In these early days, you should feel free to text a kind lie. My preferred excuse is: “My ex is back in my life and we’re going to try to make it work” (inserting another person into the equation adds an extra layer of finality to the breakup) but you can also tell her you’re “not dating right now” or you’re “moving to Ukraine.” Make it about you. Three dates in, the dumpee probably isn’t emotionally invested in your whatevership at all, and she’s not going to read too far into whatever you say. You don’t have to be honest, you just have to be conclusive.
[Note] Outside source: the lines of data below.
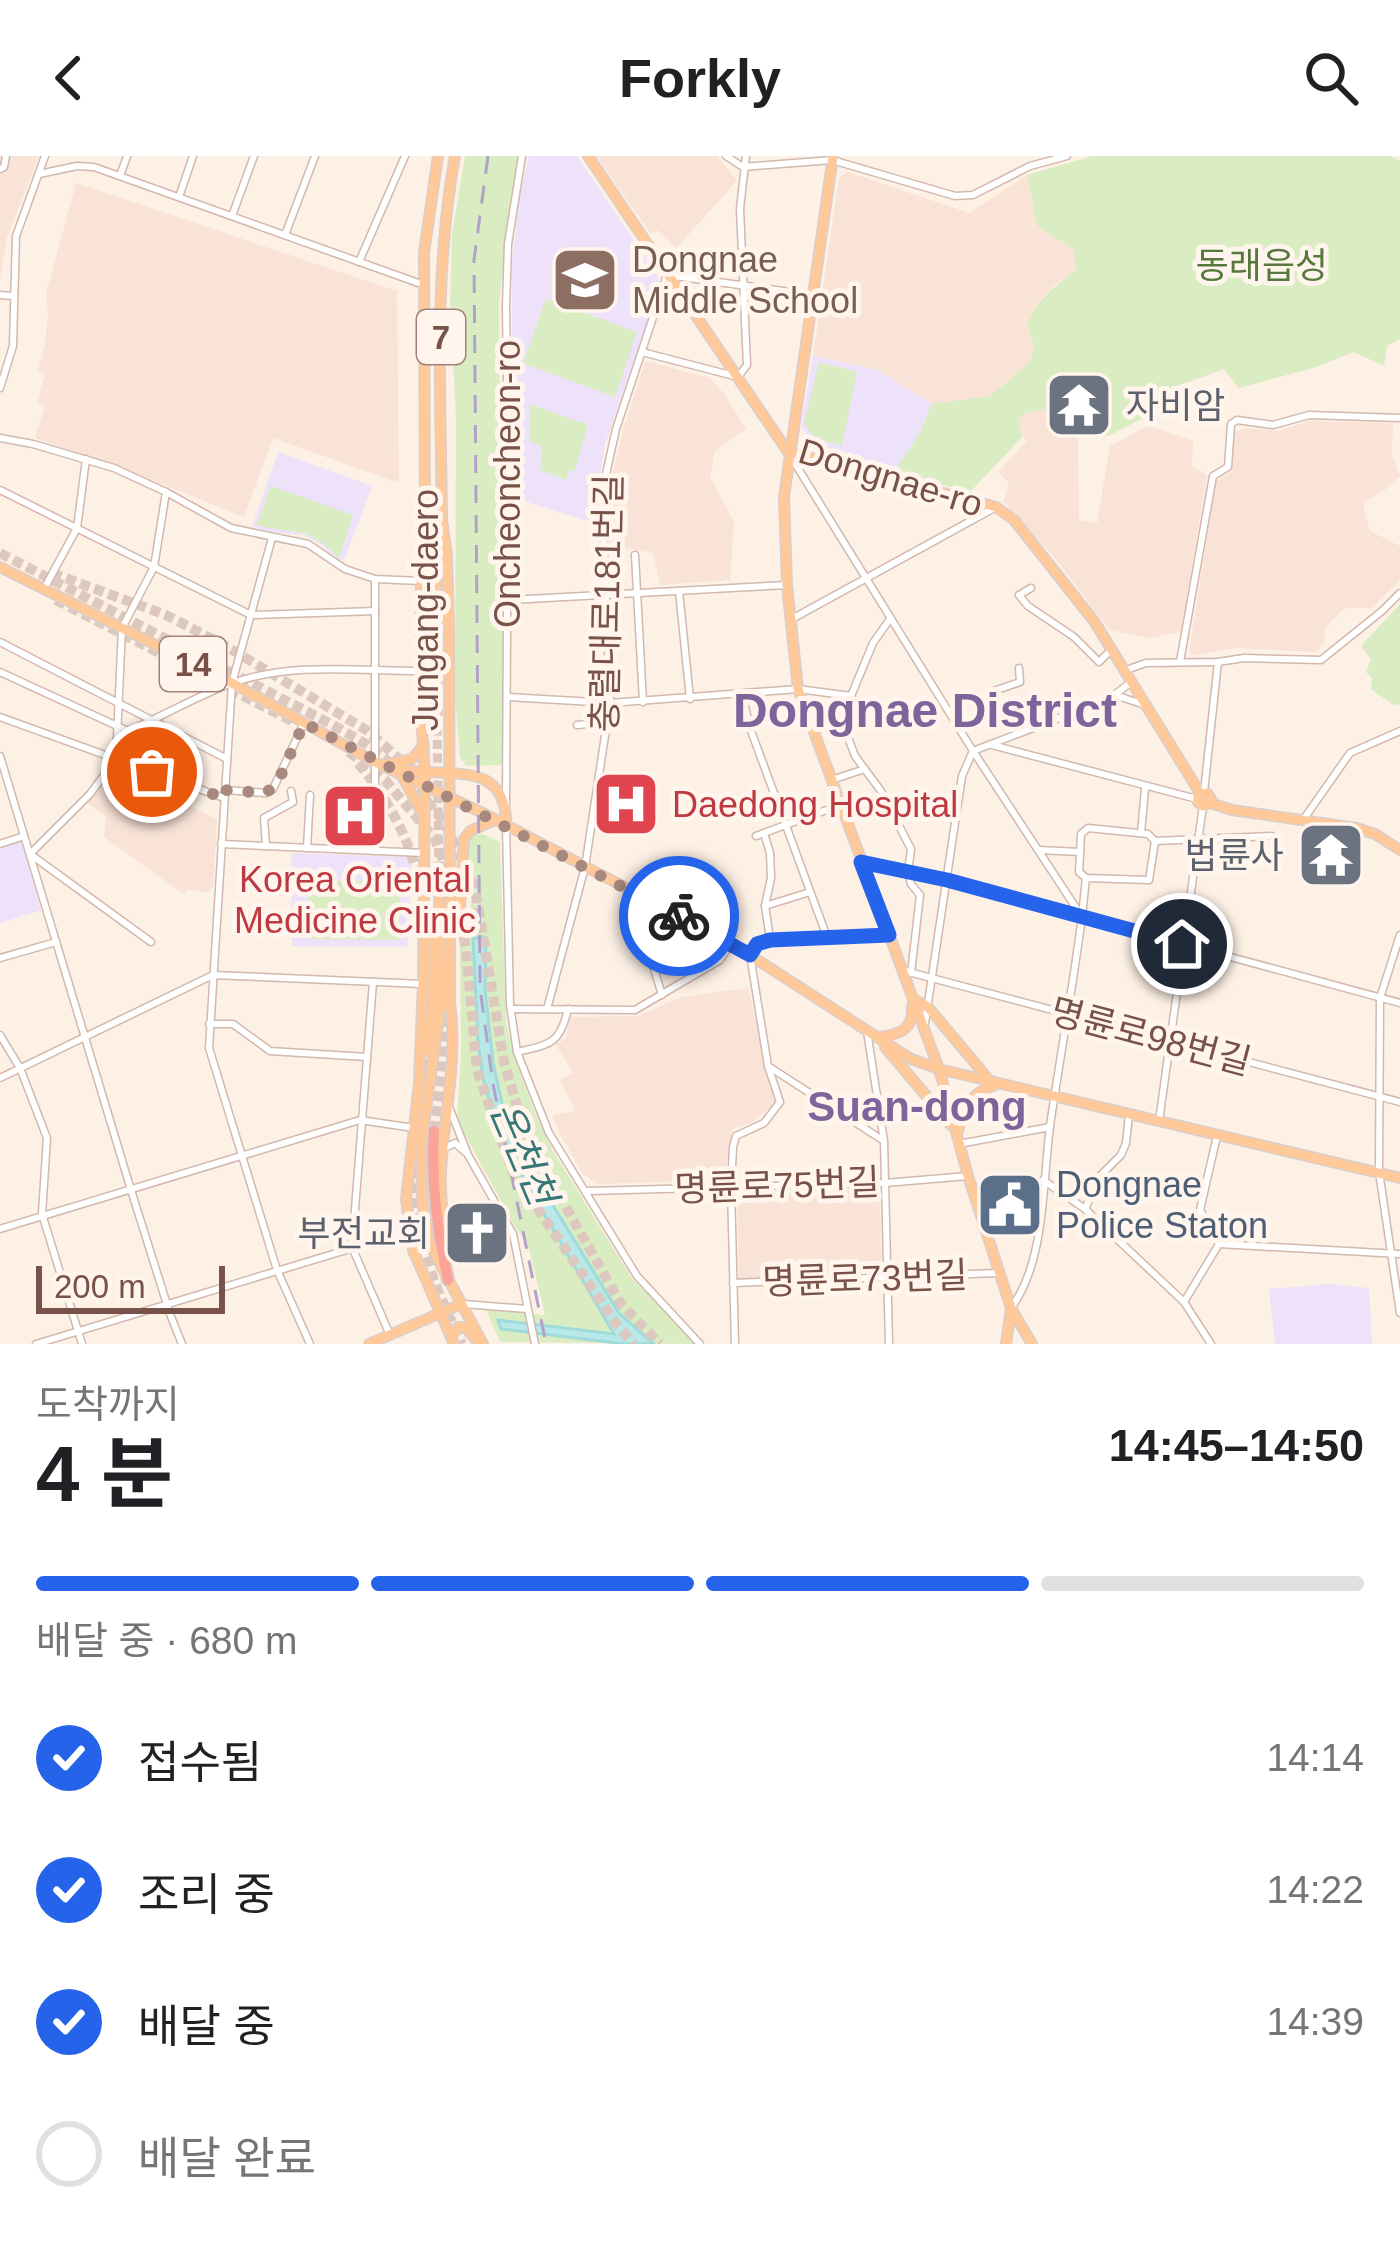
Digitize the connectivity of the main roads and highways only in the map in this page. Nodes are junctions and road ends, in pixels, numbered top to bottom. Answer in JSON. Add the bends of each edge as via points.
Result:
{"nodes":[{"id":1,"x":438,"y":156,"type":"edge"},
{"id":2,"x":454,"y":156,"type":"edge"},
{"id":3,"x":588,"y":156,"type":"edge"},
{"id":4,"x":832,"y":158,"type":"edge"},
{"id":5,"x":788,"y":452,"type":"junction"},
{"id":6,"x":442,"y":520,"type":"junction"},
{"id":7,"x":425,"y":524,"type":"junction"},
{"id":8,"x":0,"y":567,"type":"edge"},
{"id":9,"x":433,"y":569,"type":"junction"},
{"id":10,"x":420,"y":700,"type":"junction"},
{"id":11,"x":438,"y":712,"type":"junction"},
{"id":12,"x":424,"y":744,"type":"junction"},
{"id":13,"x":379,"y":764,"type":"junction"},
{"id":14,"x":425,"y":773,"type":"junction"},
{"id":15,"x":400,"y":774,"type":"junction"},
{"id":16,"x":448,"y":774,"type":"junction"},
{"id":17,"x":425,"y":786,"type":"junction"},
{"id":18,"x":448,"y":796,"type":"junction"},
{"id":19,"x":501,"y":820,"type":"junction"},
{"id":20,"x":424,"y":823,"type":"junction"},
{"id":21,"x":448,"y":850,"type":"junction"},
{"id":22,"x":1400,"y":850,"type":"edge"},
{"id":23,"x":424,"y":852,"type":"junction"},
{"id":24,"x":449,"y":929,"type":"junction"},
{"id":25,"x":912,"y":997,"type":"junction"},
{"id":26,"x":875,"y":1036,"type":"junction"},
{"id":27,"x":939,"y":1069,"type":"junction"},
{"id":28,"x":995,"y":1082,"type":"junction"},
{"id":29,"x":419,"y":1083,"type":"junction"},
{"id":30,"x":434,"y":1131,"type":"tunnel mouth"},
{"id":31,"x":957,"y":1137,"type":"junction"},
{"id":32,"x":1400,"y":1178,"type":"edge"},
{"id":33,"x":448,"y":1280,"type":"junction"},
{"id":34,"x":460,"y":1304,"type":"junction"},
{"id":35,"x":1011,"y":1308,"type":"junction"},
{"id":36,"x":439,"y":1311,"type":"junction"},
{"id":37,"x":453,"y":1342,"type":"edge"},
{"id":38,"x":368,"y":1344,"type":"edge"},
{"id":39,"x":482,"y":1344,"type":"edge"},
{"id":40,"x":1006,"y":1344,"type":"edge"},
{"id":41,"x":1032,"y":1344,"type":"edge"}],
"edges":[{"from":1,"to":7,"type":"main road","name":"Jungang-daero","via":[[424,253]]},
{"from":2,"to":6,"type":"main road","name":"Jungang-daero","number":"7","via":[[442,249]]},
{"from":3,"to":5,"type":"main road","name":"Dongnae-ro"},
{"from":4,"to":5,"type":"main road"},
{"from":5,"to":22,"type":"main road","name":"Dongnae-ro","via":[[996,507],[1094,621],[1203,799],[1356,828]]},
{"from":5,"to":25,"type":"main road","via":[[787,585],[798,688]]},
{"from":6,"to":9,"type":"main road"},
{"from":6,"to":11,"type":"main road","name":"Jungang-daero","number":"7"},
{"from":7,"to":9,"type":"main road"},
{"from":7,"to":10,"type":"main road","name":"Jungang-daero"},
{"from":8,"to":13,"type":"main road","number":"14"},
{"from":9,"to":11,"type":"main road","number":"7"},
{"from":10,"to":11,"type":"main road","via":[[434,727],[444,724]]},
{"from":10,"to":12,"type":"main road","name":"Jungang-daero"},
{"from":11,"to":16,"type":"main road","name":"Jungang-daero","number":"7"},
{"from":12,"to":13,"type":"main road","via":[[412,759]]},
{"from":12,"to":14,"type":"main road","name":"Jungang-daero"},
{"from":13,"to":14,"type":"main road"},
{"from":13,"to":15,"type":"main road","number":"14"},
{"from":14,"to":16,"type":"main road"},
{"from":14,"to":17,"type":"main road","name":"Jungang-daero"},
{"from":15,"to":17,"type":"main road","number":"14"},
{"from":15,"to":20,"type":"main road"},
{"from":16,"to":18,"type":"main road","name":"Jungang-daero","number":"7"},
{"from":16,"to":19,"type":"main road","via":[[483,776],[498,790]]},
{"from":17,"to":18,"type":"main road","number":"14"},
{"from":17,"to":20,"type":"main road","name":"Jungang-daero"},
{"from":18,"to":19,"type":"main road"},
{"from":18,"to":21,"type":"main road","name":"Jungang-daero"},
{"from":19,"to":24,"type":"main road","via":[[464,839],[460,907]]},
{"from":19,"to":26,"type":"main road","via":[[730,943]]},
{"from":20,"to":23,"type":"main road","name":"Jungang-daero"},
{"from":21,"to":23,"type":"main road","via":[[432,838]]},
{"from":21,"to":24,"type":"main road","name":"Jungang-daero"},
{"from":23,"to":29,"type":"main road","name":"Jungang-daero"},
{"from":24,"to":33,"type":"main road","name":"Jungang-daero","via":[[454,1048],[440,1203]]},
{"from":25,"to":26,"type":"main road","via":[[908,1028]]},
{"from":25,"to":27,"type":"main road"},
{"from":25,"to":28,"type":"main road"},
{"from":26,"to":27,"type":"main road"},
{"from":26,"to":31,"type":"main road"},
{"from":27,"to":28,"type":"main road"},
{"from":27,"to":31,"type":"main road"},
{"from":28,"to":31,"type":"main road","via":[[967,1102]]},
{"from":28,"to":32,"type":"main road"},
{"from":29,"to":33,"type":"main road","via":[[433,1005],[436,888],[441,1002],[420,1184],[430,1245]]},
{"from":29,"to":36,"type":"main road","name":"Jungang-daero","via":[[406,1198],[418,1263]]},
{"from":30,"to":33,"type":"highway","via":[[432,1190]]},
{"from":31,"to":35,"type":"main road"},
{"from":33,"to":34,"type":"main road","name":"Jungang-daero"},
{"from":34,"to":36,"type":"main road"},
{"from":34,"to":39,"type":"main road","name":"Jungang-daero"},
{"from":35,"to":40,"type":"main road"},
{"from":35,"to":41,"type":"main road"},
{"from":36,"to":37,"type":"main road","name":"Jungang-daero"},
{"from":36,"to":38,"type":"main road"},
{"from":37,"to":39,"type":"main road","via":[[453,1331],[465,1327]]}]}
You want them to hate you.

One rarely discussed advantage to sending a breakup text beyond the fourth date is the fact that the recipient will probably never forgive you. Last May, a study found that “because remaining love feelings for an ex-partner are negatively associated with recovery from a romantic break-up, it may be helpful to decrease those love feelings.” The study found that “negative reappraisal” was a far more effective strategy for getting over a breakup than “positive reappraisal of love feelings” (reminiscing about the happy times) or “distraction” (rebounding with women you met on Tinder.) If you don’t care about maintaining a friendly acquaintanceship with the dumpee, you might actually be doing them a favour by delivering one last reminder that you’re an asshole.

You’re better at texting.

Another study, from 2017, found that the best way to break up with someone is to be direct and even a little bit cold. The study showed that while most dump-ers eased into the breakup slowly, with a lot of buffers and small talk, dumpees actually responded better to a quick buffer (“we need to talk”) followed by a blunt breakup.

A pre-conversation text also gives the dumpee the chance to steel themselves to the conversation that’s about to happen. When you’re going to meet up with someone to break up, you don’t want them to arrive with no idea what’s about to happen. You want them to arrive feeling composed.
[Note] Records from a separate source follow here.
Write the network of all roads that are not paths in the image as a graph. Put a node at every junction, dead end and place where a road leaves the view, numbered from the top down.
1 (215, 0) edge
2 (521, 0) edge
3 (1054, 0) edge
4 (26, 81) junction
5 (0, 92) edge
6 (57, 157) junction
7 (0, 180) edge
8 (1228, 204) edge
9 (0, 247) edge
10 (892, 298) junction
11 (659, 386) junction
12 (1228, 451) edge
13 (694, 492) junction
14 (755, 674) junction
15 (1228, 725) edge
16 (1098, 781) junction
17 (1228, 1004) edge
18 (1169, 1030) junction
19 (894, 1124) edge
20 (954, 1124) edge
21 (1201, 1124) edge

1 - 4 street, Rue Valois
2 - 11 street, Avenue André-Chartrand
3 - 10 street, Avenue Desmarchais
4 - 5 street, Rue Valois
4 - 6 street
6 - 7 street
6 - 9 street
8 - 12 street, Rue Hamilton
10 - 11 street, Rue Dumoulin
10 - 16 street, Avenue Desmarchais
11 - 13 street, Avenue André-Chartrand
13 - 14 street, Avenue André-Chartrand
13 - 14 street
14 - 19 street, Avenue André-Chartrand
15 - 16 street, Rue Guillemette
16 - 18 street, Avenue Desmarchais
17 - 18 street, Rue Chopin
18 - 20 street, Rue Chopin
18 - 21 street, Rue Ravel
You’re considering ghosting.

Earlier this month I read an advice column in response to a woman whose long-distance boyfriend had ghosted her after two years together. While I can justify the cowardice that goes into a breakup text, the cowardice that goes in to ghosting (especially after two years, but even in early days) is unforgivable. Breaking off a relationship in a text message isn’t great, but it’s a hell of a lot better than ghosting. That karmic vortex you were worried about? That’s where the ghosts go.